'A lot of people think slavery is something in our history books, and they don't necessarily think about how much it can touch our lives now' - the cycling jersey fighting slavery
Sales of a limited-edition jersey are raising money to teach children about modern-day slavery in the UK today
What’s in a cycling jersey? Is it just an aero tool to help you shave off milliseconds of speed, or simply the uniform of the sport? Lily Rice reckons it has the potential to be much more.
Last month, she launched an anti-slavery jersey in collaboration with creative agency BUCK and cycle CIC Ride for Freedom. It is bright-white, and plastered with large, graphic, multi-coloured stickers: in one, a cyclist morphs into a giant helmet-wearing shadow-figure in the back pockets – “Freedom” balloons in crescent writing above it.
Want a way to challenge modern-day slavery? Wear it on your chest.
“I think a lot of people think slavery is something in our history books, and they don't necessarily think about how much it can touch our lives now,” said Rice, the co-founder of custom cycling apparel company, The Long Run Club.
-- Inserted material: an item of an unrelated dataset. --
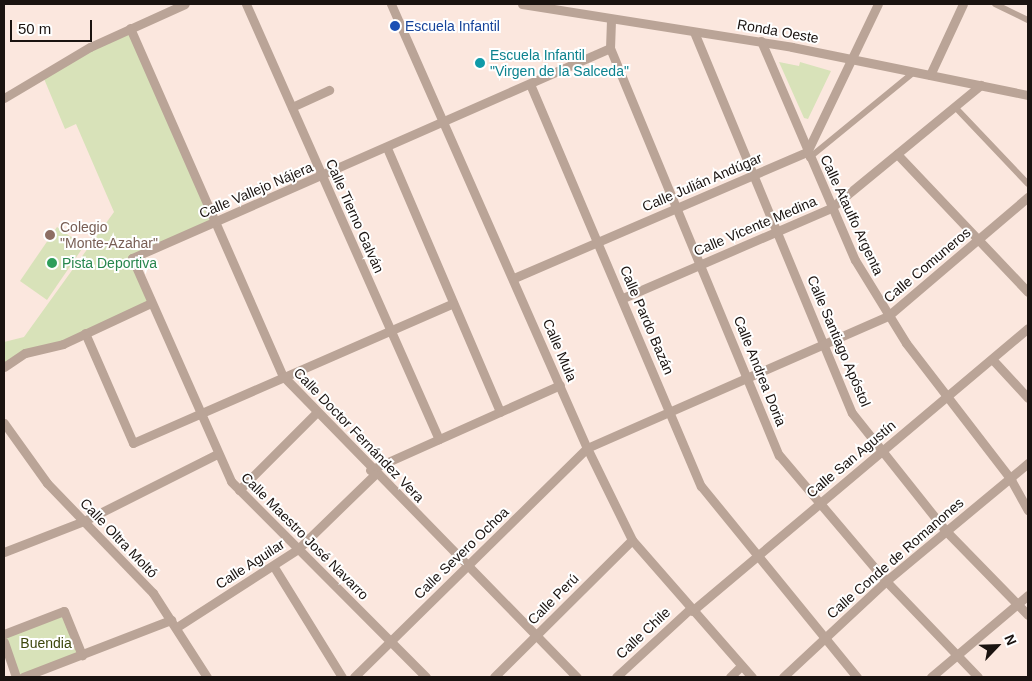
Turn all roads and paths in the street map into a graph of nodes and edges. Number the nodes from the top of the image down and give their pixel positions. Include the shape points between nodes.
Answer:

“We think it's really great that so many clothing brands are using recycled fabrics and trying to improve what they're doing,” Rice said. “But what a lot of brands are not doing is looking holistically at their entire supply chain and impact. Making sure that your garment workers are treated fairly and ethically is a really big part of saying that you're ethical and sustainable.”
Today almost 50 million people worldwide are victims of slavery, including one in four children. In the UK, over 17,000 people were referred to the National Referral Mechanism in 2023, with 14,500 children here identified as being at risk of exploitation.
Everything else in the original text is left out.